→ **Supplied records**
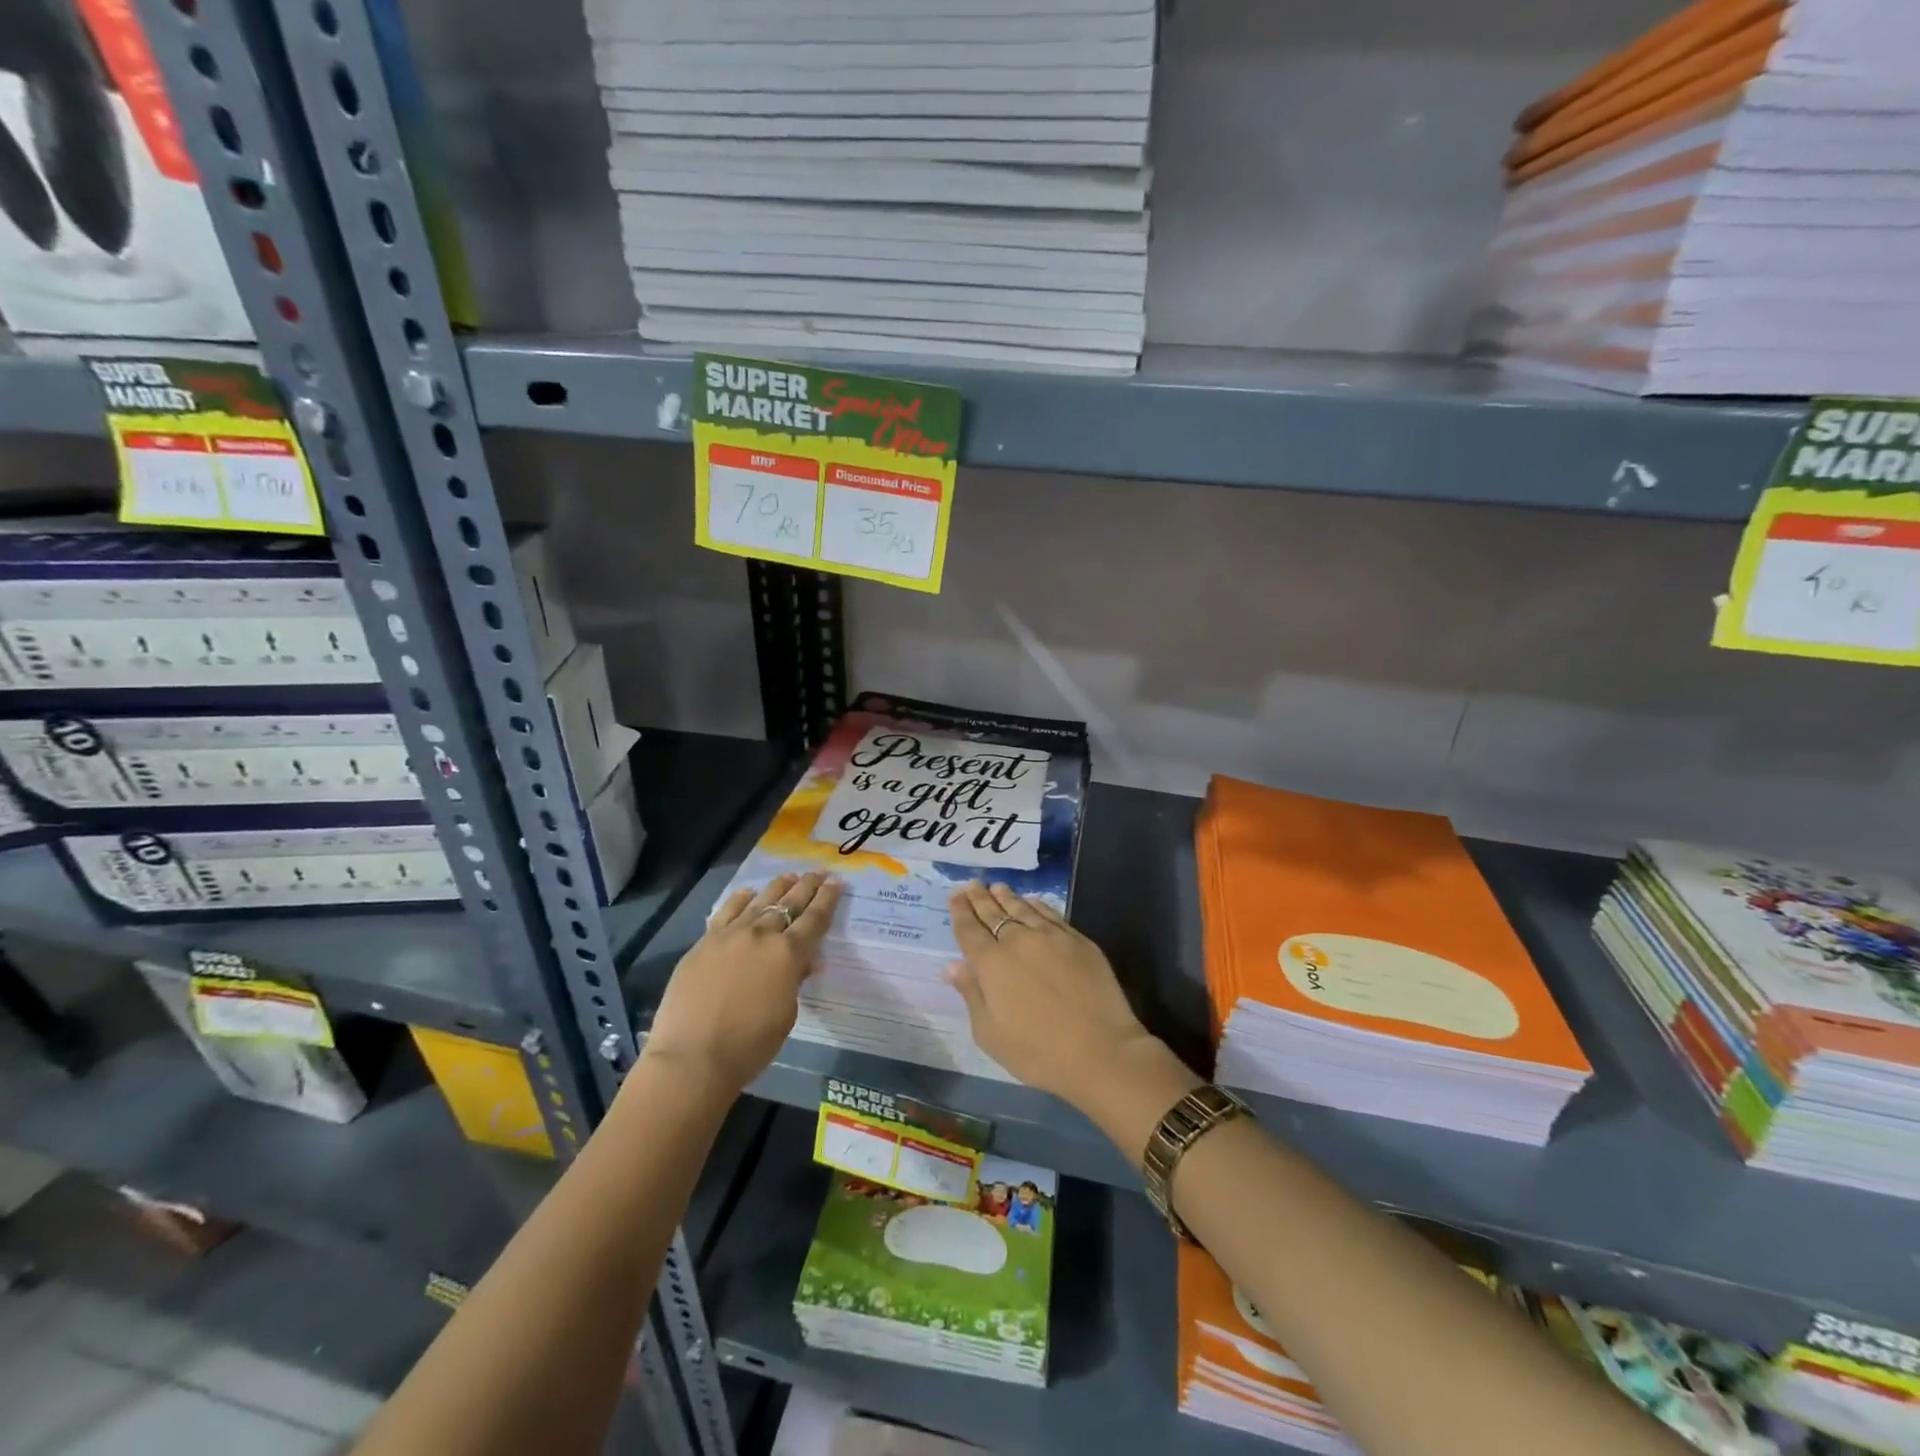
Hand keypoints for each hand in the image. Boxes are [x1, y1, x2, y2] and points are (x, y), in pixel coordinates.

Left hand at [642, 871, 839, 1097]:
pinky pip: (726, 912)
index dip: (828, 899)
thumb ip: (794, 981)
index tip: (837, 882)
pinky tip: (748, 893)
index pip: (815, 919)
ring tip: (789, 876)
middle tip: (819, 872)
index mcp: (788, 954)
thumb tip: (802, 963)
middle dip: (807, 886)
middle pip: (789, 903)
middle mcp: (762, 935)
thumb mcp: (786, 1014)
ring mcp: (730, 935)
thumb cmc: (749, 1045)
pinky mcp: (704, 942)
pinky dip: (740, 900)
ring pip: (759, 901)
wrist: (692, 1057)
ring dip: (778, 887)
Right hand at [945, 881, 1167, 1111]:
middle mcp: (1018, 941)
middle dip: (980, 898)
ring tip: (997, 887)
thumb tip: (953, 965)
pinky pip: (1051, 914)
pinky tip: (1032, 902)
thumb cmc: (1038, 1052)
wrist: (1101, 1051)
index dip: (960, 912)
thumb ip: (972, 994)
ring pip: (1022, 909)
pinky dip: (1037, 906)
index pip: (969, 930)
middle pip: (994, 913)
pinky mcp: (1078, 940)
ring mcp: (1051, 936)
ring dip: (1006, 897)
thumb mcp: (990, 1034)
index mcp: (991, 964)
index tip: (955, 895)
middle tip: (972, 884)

--

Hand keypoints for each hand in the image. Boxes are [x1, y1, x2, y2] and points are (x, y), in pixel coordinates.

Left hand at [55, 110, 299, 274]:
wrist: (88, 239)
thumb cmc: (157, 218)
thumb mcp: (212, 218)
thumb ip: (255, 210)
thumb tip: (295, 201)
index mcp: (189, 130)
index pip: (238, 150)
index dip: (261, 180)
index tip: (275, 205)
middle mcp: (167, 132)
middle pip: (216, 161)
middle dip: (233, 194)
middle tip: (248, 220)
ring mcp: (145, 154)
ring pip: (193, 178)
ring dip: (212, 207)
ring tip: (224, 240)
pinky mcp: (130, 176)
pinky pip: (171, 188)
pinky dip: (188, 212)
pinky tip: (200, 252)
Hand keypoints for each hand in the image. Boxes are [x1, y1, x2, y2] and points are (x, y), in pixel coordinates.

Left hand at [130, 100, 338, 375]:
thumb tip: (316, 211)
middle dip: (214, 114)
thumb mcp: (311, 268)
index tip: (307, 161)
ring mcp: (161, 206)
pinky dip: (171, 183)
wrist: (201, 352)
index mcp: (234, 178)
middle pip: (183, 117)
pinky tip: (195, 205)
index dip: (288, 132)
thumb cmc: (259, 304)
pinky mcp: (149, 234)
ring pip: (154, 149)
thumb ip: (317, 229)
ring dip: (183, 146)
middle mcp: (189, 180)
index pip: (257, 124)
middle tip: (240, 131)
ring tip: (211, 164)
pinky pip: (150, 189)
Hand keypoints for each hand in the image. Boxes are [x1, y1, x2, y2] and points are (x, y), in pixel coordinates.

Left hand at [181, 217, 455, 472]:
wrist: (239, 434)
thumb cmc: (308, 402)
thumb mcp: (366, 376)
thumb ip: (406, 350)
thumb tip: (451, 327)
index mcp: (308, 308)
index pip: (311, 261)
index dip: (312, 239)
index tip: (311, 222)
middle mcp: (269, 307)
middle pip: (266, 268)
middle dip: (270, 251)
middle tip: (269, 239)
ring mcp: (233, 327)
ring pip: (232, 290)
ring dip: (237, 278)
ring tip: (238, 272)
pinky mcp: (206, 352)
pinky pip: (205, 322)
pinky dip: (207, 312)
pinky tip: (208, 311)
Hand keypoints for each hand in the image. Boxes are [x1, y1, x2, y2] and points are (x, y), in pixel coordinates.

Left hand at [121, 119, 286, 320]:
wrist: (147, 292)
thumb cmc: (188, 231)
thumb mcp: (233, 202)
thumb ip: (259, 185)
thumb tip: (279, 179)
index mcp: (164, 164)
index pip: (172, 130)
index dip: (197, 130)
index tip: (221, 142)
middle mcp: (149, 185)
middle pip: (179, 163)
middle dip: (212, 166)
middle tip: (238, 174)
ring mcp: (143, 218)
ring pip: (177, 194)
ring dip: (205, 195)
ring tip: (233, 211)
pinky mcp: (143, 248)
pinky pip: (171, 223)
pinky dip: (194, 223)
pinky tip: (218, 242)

→ **Problem to solve**
From the material above, copy exactly the lines between the line holding "index pip: (815, 919)" and the line holding "Right hand at", inclusive, and only those.

→ **Response to this task**
index pip: (815, 919)
ring tip: (789, 876)
middle tip: (819, 872)
index mcp: (788, 954)
thumb tip: (802, 963)
middle dip: (807, 886)
middle pip: (789, 903)
middle mcp: (762, 935)
thumb mcp: (786, 1014)
ring mcp: (730, 935)
thumb cmc: (749, 1045)
pinky mcp: (704, 942)
pinky dip: (740, 900)
ring pip: (759, 901)
wrist: (692, 1057)
ring dip: (778, 887)
Right hand at [945, 881, 1167, 1111]:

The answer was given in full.